1. Bコープ(Benefit Corporation)とは何か

1.1 定義と基本的な仕組み

Bコープとは、ビジネスの力で社会課題の解決や環境保全に取り組むことを明確に目的とした企業形態・制度のことです。大きく分けて二つの意味があります。一つはアメリカなどで法的に定められた企業形態としてのベネフィット・コーポレーション(Benefit Corporation)であり、もう一つは非営利団体B Lab(ビーラボ)による認証制度としてのBコープ(Certified B Corporation)です。前者は会社の定款に社会・環境への貢献目的を組み込んだ法的ステータスであり、後者は既存の企業が第三者評価を受けて「社会的・環境的に高いパフォーマンスを発揮している」と認められる認証称号です。

基本的な仕組みとして、ベネフィット・コーポレーション(以下「法的Bコープ」)は、法律上企業の目的に「一般公益(社会・環境へのプラスの影響)」を含め、取締役に対して株主だけでなく従業員や地域社会、環境などステークホルダー全体への配慮義務を課し、さらに年度ごとの公益目的の達成状況の報告(ベネフィットレポート)を義務付ける企業形態です。
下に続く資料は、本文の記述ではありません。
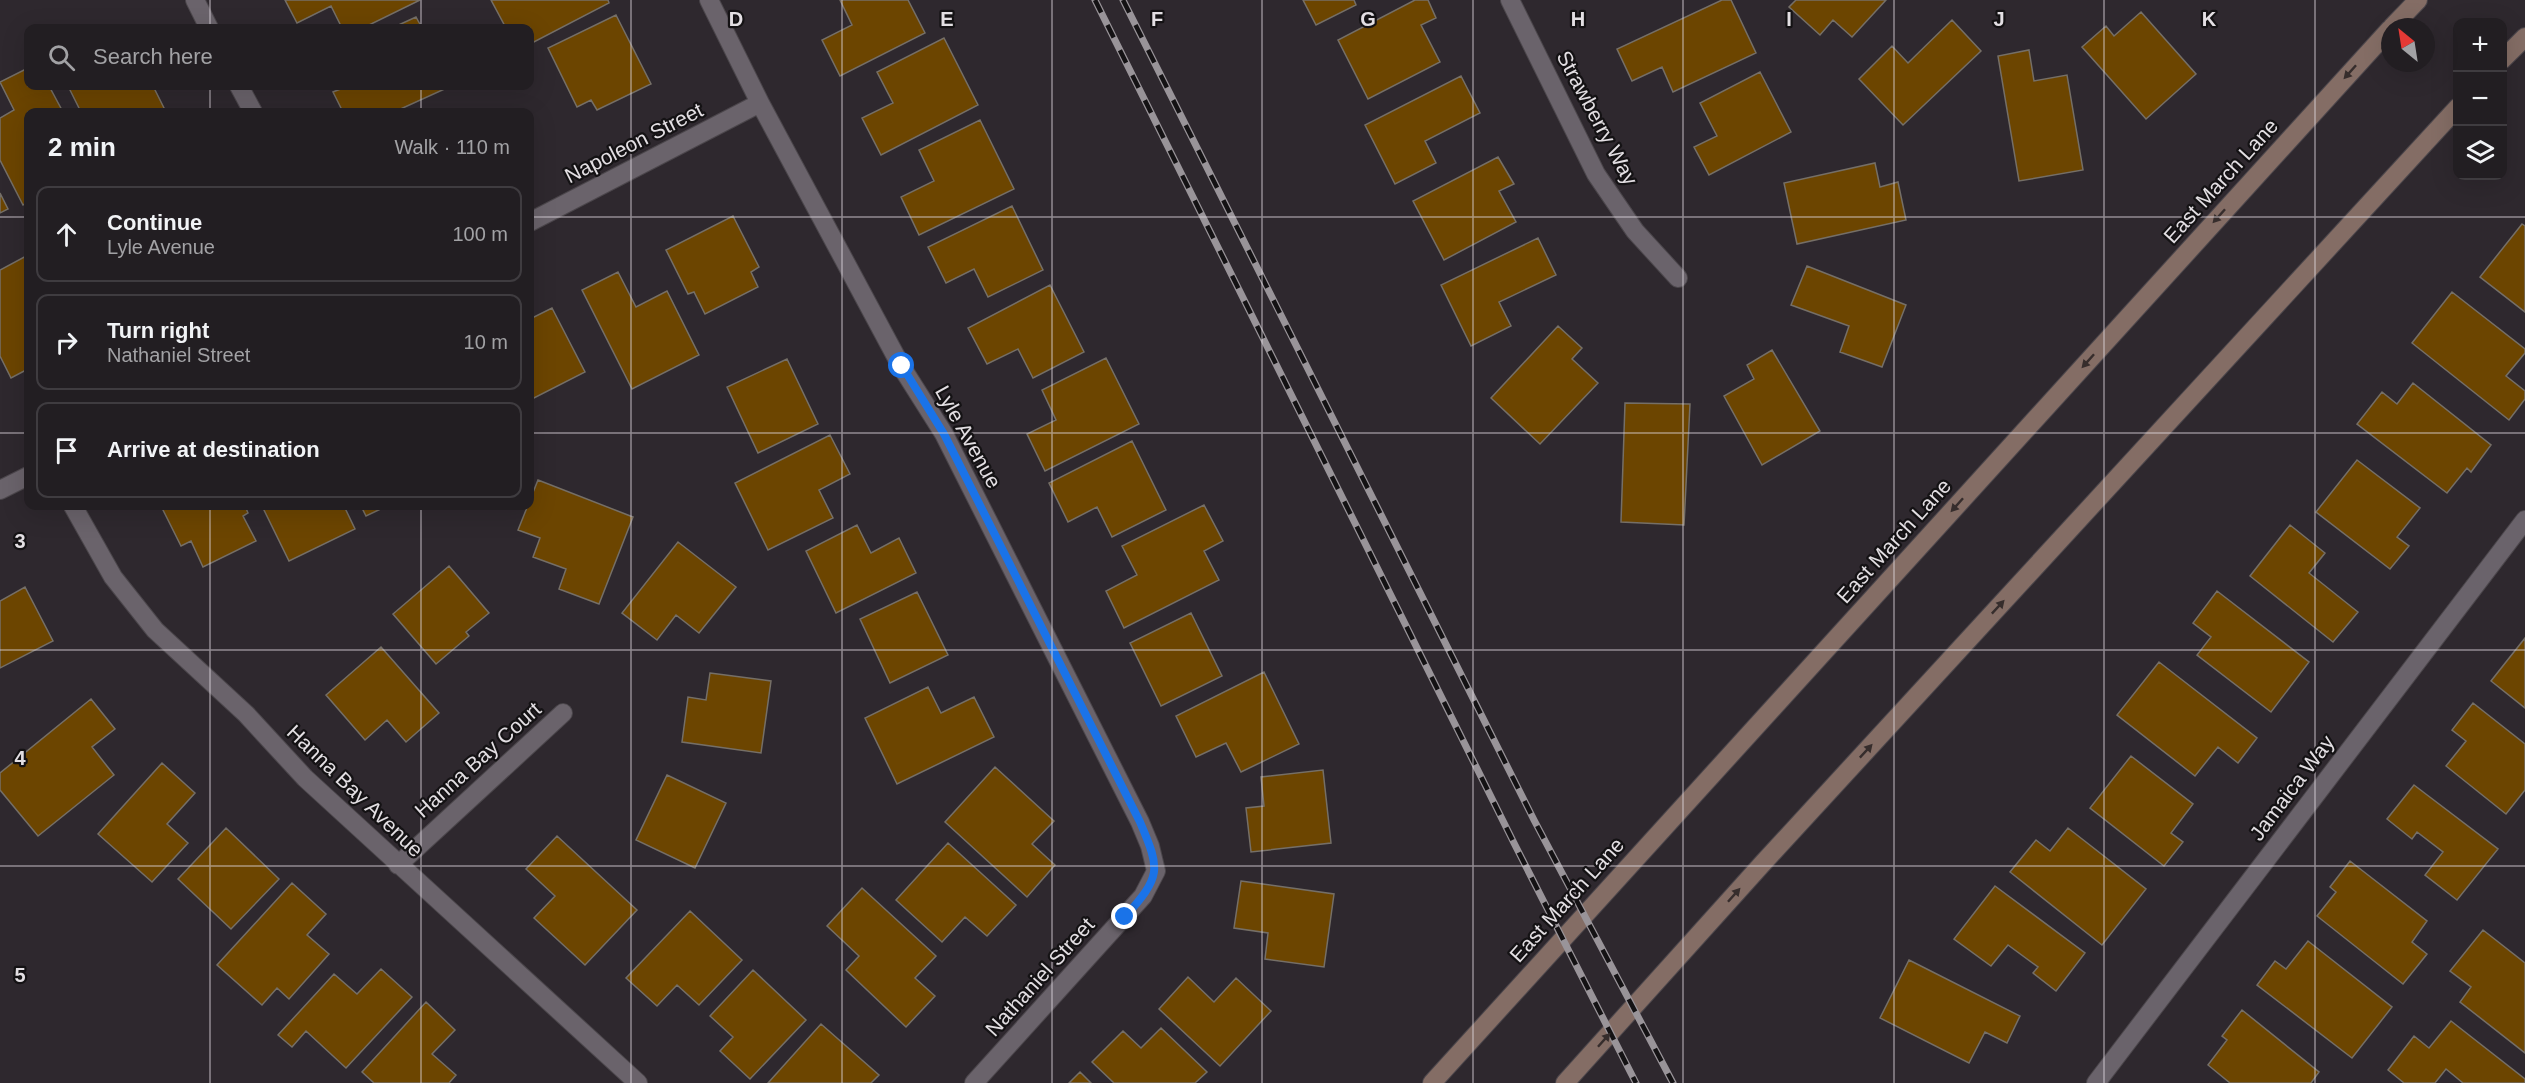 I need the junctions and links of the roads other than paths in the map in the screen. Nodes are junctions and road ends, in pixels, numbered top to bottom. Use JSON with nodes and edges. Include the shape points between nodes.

一方、認証Bコープ(以下「認証Bコープ」)は、企業がB Labの定める包括的な評価基準(Bインパクト評価)で一定以上のスコアを取得し、透明性確保のための情報開示を行うことで認められる称号で、法律上の企業形態ではありません。どちらも営利企業でありながら社会的使命を追求する点で共通しており、「ビジネスを良き力(Force for Good)にする」ことを理念に掲げています。

1.2 従来の営利企業との違い

従来の株式会社は、一般的に株主利益の最大化が経営の最優先目標とみなされてきました。取締役の受託者責任も株主に対する利益追求に重点が置かれ、他の利害関係者(従業員や取引先、地域社会など)への配慮は法律上は二次的とされる場合が多いのが現状です。これを「株主中心主義(シェアホルダー・プライマシー)」と呼びます。例えば米国の一般的な会社法では、取締役が意思決定をする際「会社の最善の利益」を図る義務がありますが、その「最善の利益」が曖昧であったため、「結局は株主の経済的利益=株主価値の最大化が最優先」と解釈されてきました。
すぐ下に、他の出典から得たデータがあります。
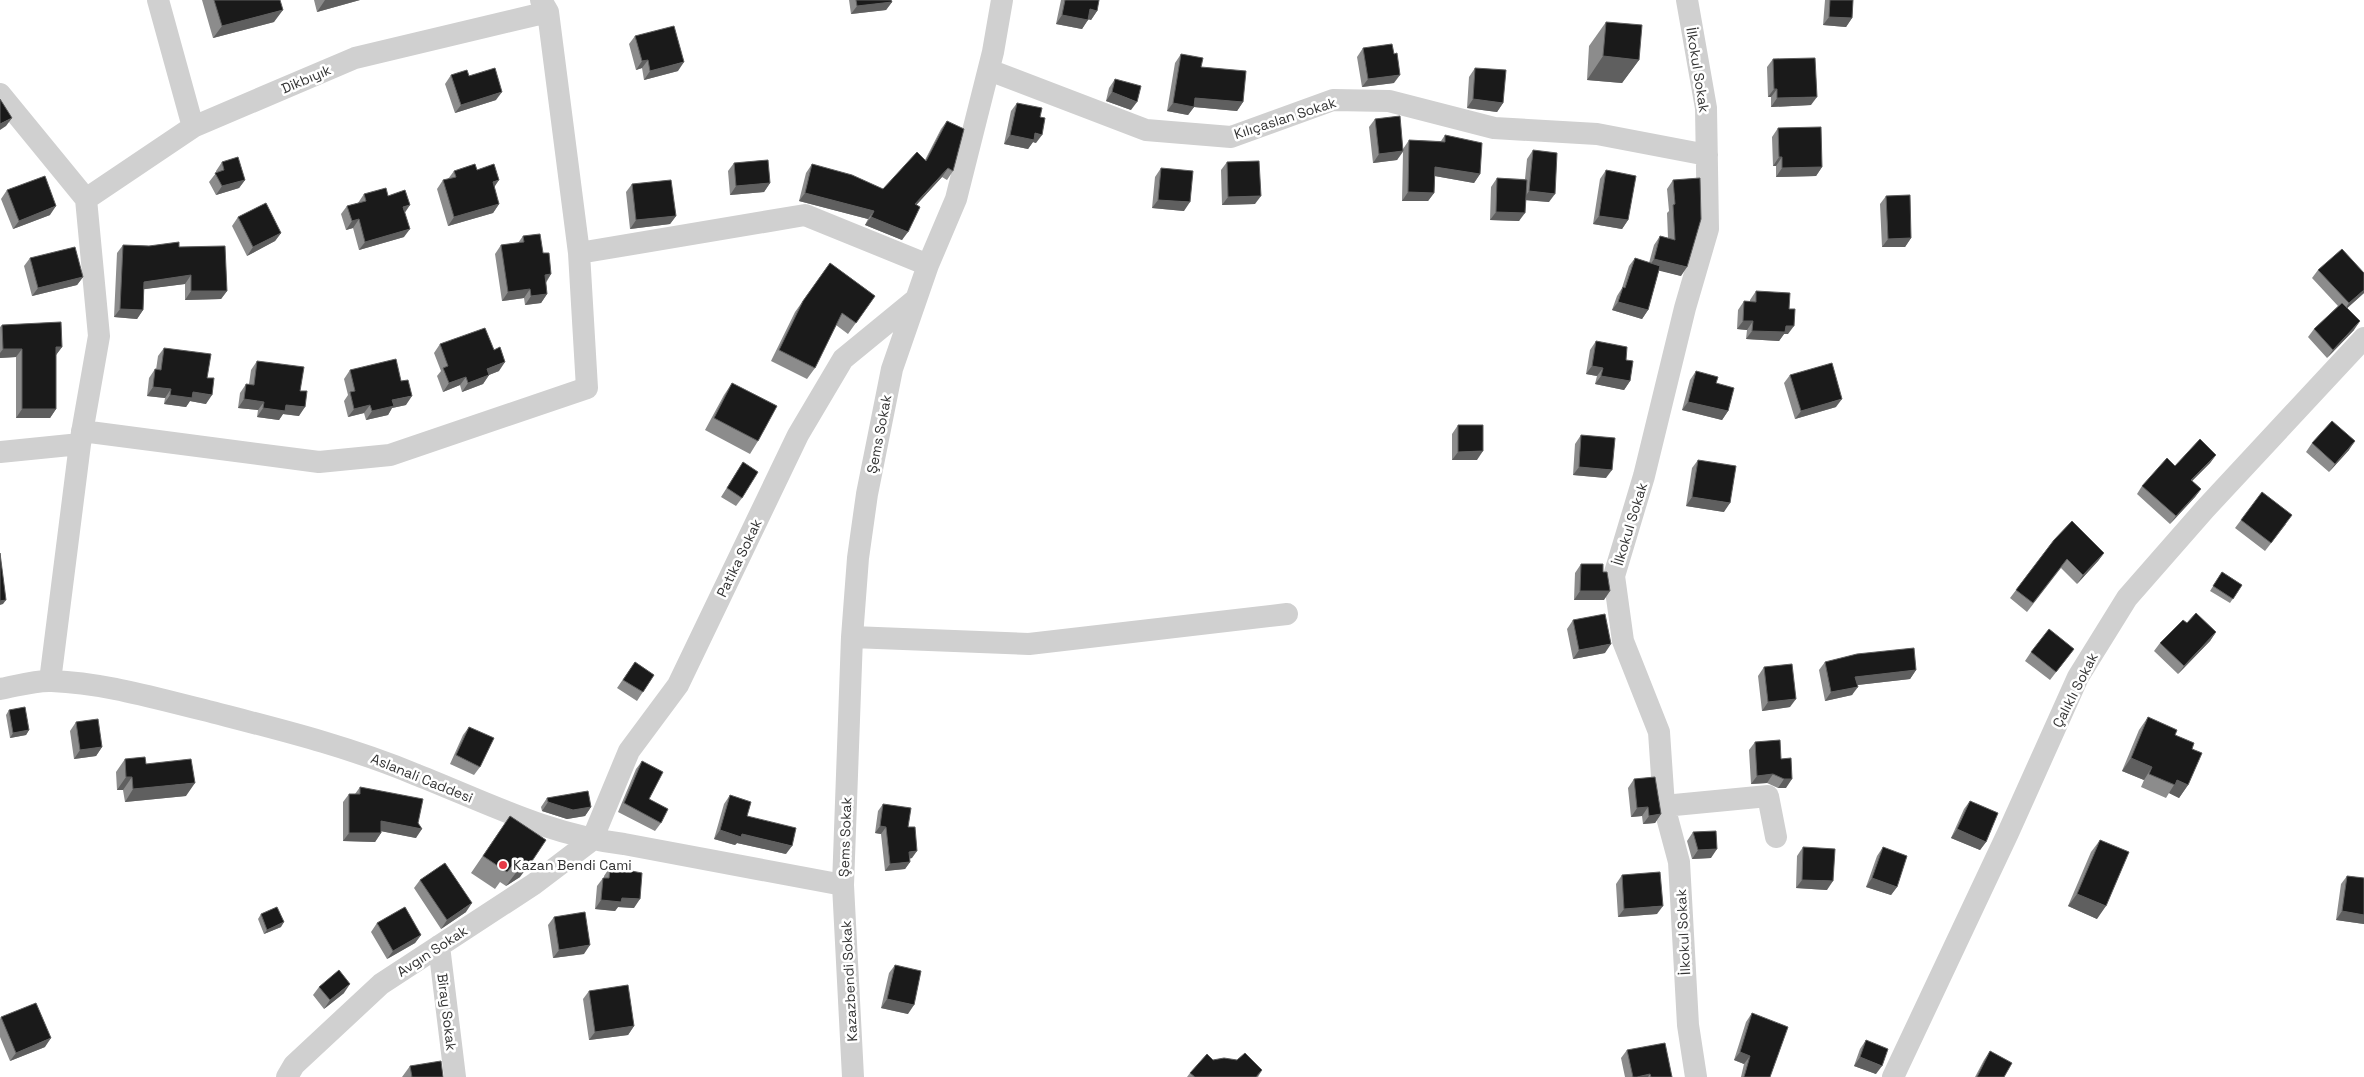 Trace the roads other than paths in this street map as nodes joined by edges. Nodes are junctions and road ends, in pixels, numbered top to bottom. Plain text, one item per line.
1 (158, 0) edge
2 (1002, 0) edge
3 (1687, 0) edge
4 (544, 6) edge
5 (989, 70) junction
6 (0, 94) edge
7 (194, 127) junction
8 (1707, 155) junction
9 (86, 199) junction
10 (579, 253) junction
11 (928, 265) junction
12 (916, 299) junction
13 (2364, 338) edge
14 (81, 437) junction
15 (0, 452) edge
16 (1287, 614) dead end
17 (852, 637) junction
18 (50, 681) junction
19 (0, 689) edge
20 (1664, 806) junction
21 (1776, 837) dead end
22 (592, 840) junction
23 (843, 885) junction
24 (439, 946) junction
25 (287, 1077) edge
26 (455, 1077) edge
27 (853, 1077) edge
28 (1696, 1077) edge
29 (1893, 1077) edge

1 - 7 street
2 - 5 street, Şems Sokak
3 - 8 street, İlkokul Sokak
4 - 7 street, Dikbıyık
4 - 10 street
5 - 8 street, Kılıçaslan Sokak
5 - 11 street, Şems Sokak
6 - 9 street
7 - 9 street, Dikbıyık
8 - 20 street, İlkokul Sokak
9 - 14 street
10 - 11 street
10 - 14 street
11 - 12 street, Şems Sokak
12 - 17 street, Şems Sokak
12 - 22 street, Patika Sokak
13 - 29 street, Çalıklı Sokak
14 - 15 street
14 - 18 street
16 - 17 street
17 - 23 street, Şems Sokak
18 - 19 street, Aslanali Caddesi
18 - 22 street, Aslanali Caddesi
20 - 21 street
20 - 28 street, İlkokul Sokak
22 - 23 street, Aslanali Caddesi
22 - 24 street, Avgın Sokak
23 - 27 street, Kazazbendi Sokak
24 - 25 street, Avgın Sokak
24 - 26 street, Biray Sokak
これに対し、Bコープでは「ステークホルダー全体の利益」を企業の使命に据える点が決定的に異なります。法的Bコープの場合、法律によって「会社の目的は環境や社会へ実質的なプラスの影響を生み出すこと(一般公益)」であると定められ、取締役は意思決定に際して株主以外のステークホルダーへの影響も考慮しなければならないと明文化されています。つまり、株主の利益と社会・環境の利益をバランスさせ、場合によっては社会や従業員等を優先する判断も許容されるのです。また、毎期の公益目的達成度合いを報告する透明性義務が課され、株主だけでなく一般にもその報告書(ベネフィットレポート)を公開する必要があります。このように、法的に「会社のため=株主のため」に留まらず「社会全体のため」に行動する責任がある点で、従来型の営利企業とは異なるルールが設定されています。
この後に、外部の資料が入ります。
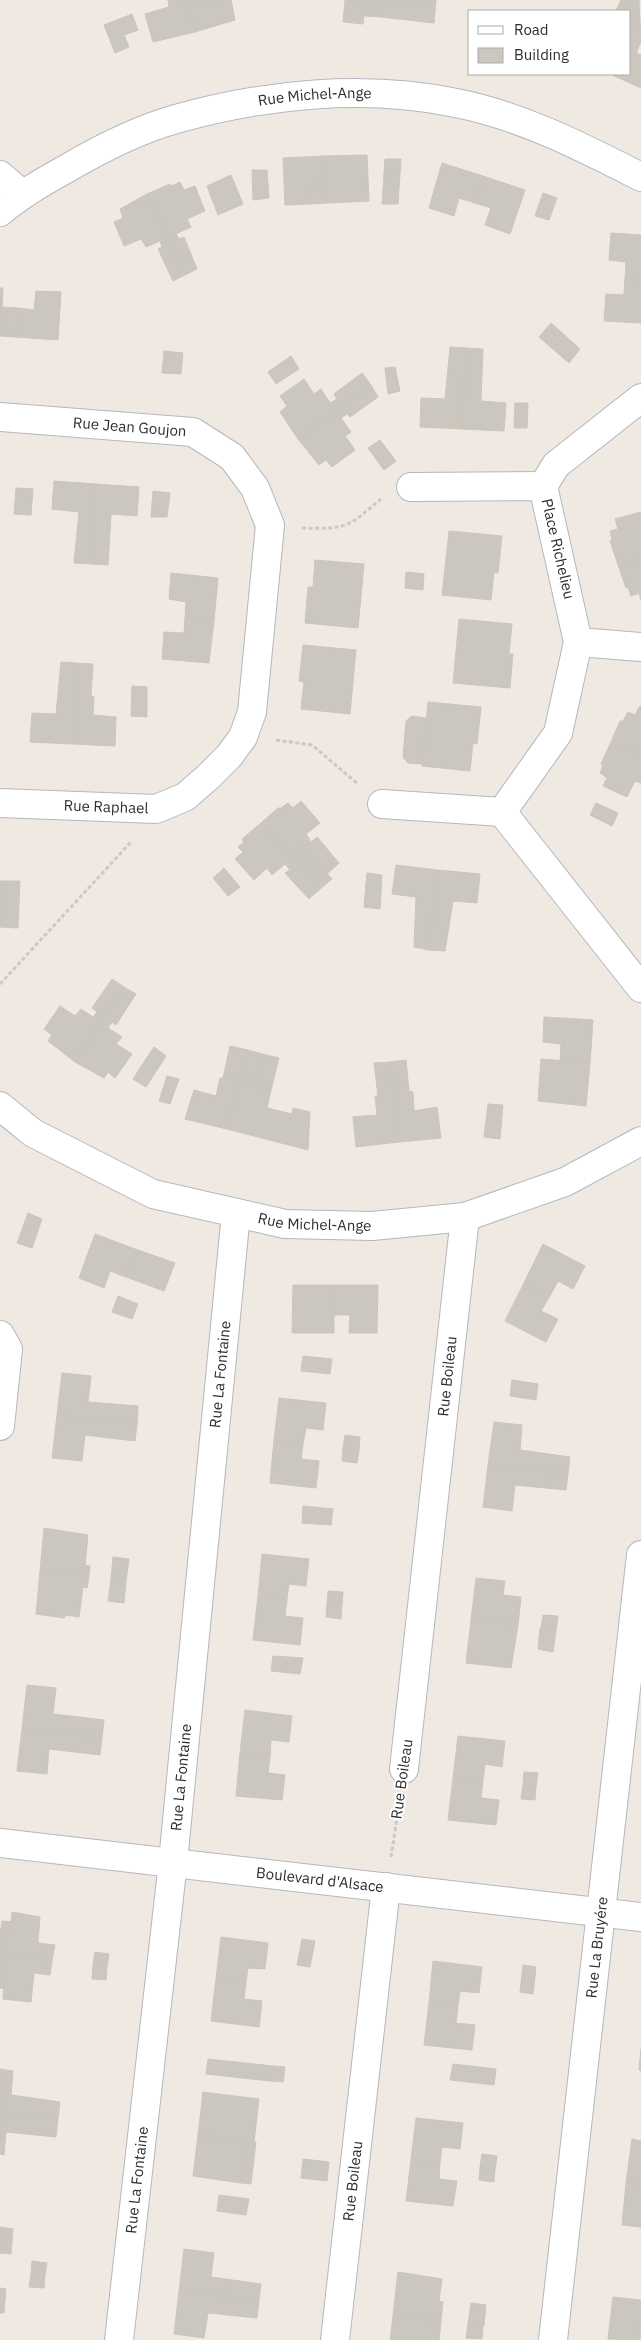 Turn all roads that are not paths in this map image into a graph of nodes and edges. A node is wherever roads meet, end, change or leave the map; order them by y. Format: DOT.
graph roads {
  1 [pos="0,175"];
  2 [pos="641,177"];
  3 [pos="22,194"];
  4 [pos="0,212"];
  5 [pos="641,398"];
  6 [pos="0,416"];
  7 [pos="411,486"];
  8 [pos="543,486"];
  9 [pos="578,642"];
  10 [pos="641,647"];
  11 [pos="243,737"];
  12 [pos="0,803"];
  13 [pos="382,804"];
  14 [pos="502,812"];
  15 [pos="641,988"];
  16 [pos="0,1106"];
  17 [pos="641,1141"];
  18 [pos="236,1213"];
  19 [pos="465,1217"];
  20 [pos="0,1336"];
  21 [pos="0,1426"];
  22 [pos="641,1555"];
  23 [pos="404,1769"];
  24 [pos="0,1843"];
  25 [pos="173,1862"];
  26 [pos="386,1887"];
  27 [pos="600,1913"];
  28 [pos="641,1917"];
  29 [pos="118,2340"];
  30 [pos="335,2340"];
  31 [pos="553,2340"];
  1 -- 3 [label="street"];
  2 -- 3 [label="street, Rue Michel-Ange"];
  3 -- 4 [label="street, Rue Michel-Ange"];
  5 -- 8 [label="street"];
  6 -- 11 [label="street, Rue Jean Goujon"];
  7 -- 8 [label="street, Place Richelieu"];
  8 -- 9 [label="street, Place Richelieu"];
  9 -- 10 [label="street"];
  9 -- 14 [label="street, Place Richelieu"];
  11 -- 12 [label="street, Rue Raphael"];
  13 -- 14 [label="street"];
  14 -- 15 [label="street"];
  16 -- 18 [label="street, Rue Michel-Ange"];
  17 -- 19 [label="street, Rue Michel-Ange"];
  18 -- 19 [label="street, Rue Michel-Ange"];
  18 -- 25 [label="street, Rue La Fontaine"];
  19 -- 23 [label="street, Rue Boileau"];
  20 -- 21 [label="street"];
  22 -- 27 [label="street, Rue La Bruyére"];
  24 -- 25 [label="street, Boulevard d'Alsace"];
  25 -- 26 [label="street, Boulevard d'Alsace"];
  25 -- 29 [label="street, Rue La Fontaine"];
  26 -- 27 [label="street, Boulevard d'Alsace"];
  26 -- 30 [label="street, Rue Boileau"];
  27 -- 28 [label="street, Boulevard d'Alsace"];
  27 -- 31 [label="street, Rue La Bruyére"];
}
認証Bコープ企業についても、法律上は通常の営利企業形態(株式会社やLLC等)でありつつ、B Labの認証を受ける過程で自社の定款等にステークホルダーへの配慮義務を組み込むことが求められます。例えばアメリカで株式会社(CコーポレーションやSコーポレーション)の場合、認証取得のためにはまず自社をベネフィット・コーポレーション形態に変更し、法的にも株主第一主義から離脱することが必要です。この点でも、株主のみを唯一のボスとしない経営スタイルへの転換が従来企業との大きな違いと言えます。

1.3 認証型との違い(Bコープ法 vs Certified B Corporation)

前述のとおり、Bコープには法制度としての「Benefit Corporation」と民間認証としての「Certified B Corporation」の二種類があります。この違いを整理すると以下のようになります。

  • 法的Bコープ(Benefit Corporation): 国や州の法律に基づく企業形態。会社設立時または定款変更によってその地位を取得し、目的・責任・透明性に関する法的要件(公益目的の明記、ステークホルダー配慮義務、年次報告義務など)を満たす必要があります。第三者からの認証を受ける必要はありませんが、各社が独自に第三者基準を用いて公益報告書を作成することが要求されます。基本的に特定の法域内(州や国)のみで有効であり、その法域でのみ通用する企業区分です。

  • 認証Bコープ(Certified B Corp): B Labが運営する認証制度。世界中のあらゆる営利企業が志願して取得可能で、業種や法人形態を問わず受けられます(非営利団体は対象外)。認証取得にはBインパクト評価で80点以上を取ることや、定款等への目的条項追加、B Labサイト上でのスコア公開などが必要です。認証後も原則2〜3年ごとに基準に照らした再認証(アップデート)が求められ、常により高いスタンダードへの適合を維持する必要があります。こちらは国際的に通用するお墨付きであり、企業はB Labのロゴをマーケティング等に活用できます。

両者の違いを端的に言えば、法的Bコープは「法律上の肩書き」であり、認証Bコープは「第三者認証の称号」です。法的Bコープは存在自体がその会社の社会的使命を示すものですが、具体的なパフォーマンス水準に統一された基準はありません。一方、認証Bコープは世界共通の厳格な評価基準をクリアした証であり、いわば「実力テストに合格した良い会社」のブランドと言えます。例えば「すべてのBコープ企業はBenefit Corporationか?」というとそうではなく、法的Bコープでなくとも認証は取得可能です。ただし前述のように、株式会社の場合は認証取得の一環で法的Bコープになることが推奨・要件化されています。逆にBenefit Corporationだからといって自動的にB Labの認証を持っているわけではなく、法的義務さえ果たせばパフォーマンス自体は自己申告ベースです。このため、「Benefit CorporationでありCertified B Corpでもある」企業も存在します。両者は相補的な関係にあり、Benefit Corporationは第一歩としての法的土台、Certified B Corpはさらなる高みへの実践と証明と位置づけられています.

なお日本では現時点でBenefit Corporationに相当する法人格は存在せず、Bコープと言えば主にB Labの認証制度を指す場合が多いです※。しかし本記事では便宜上、両方を総称するとき「Bコープ」という用語を用い、必要に応じて法的Bコープ(ベネフィット・コーポレーション)と認証Bコープ(認定Bコープ)を区別して言及します。

※参考:米国では「Public Benefit Corporation(公益法人)」という呼称を使う州もありますが、多くの州ではBenefit Corporationと同義です。デラウェア州など一部ではLLC(合同会社)でも同様のステークホルダー条項を織り込める場合があります.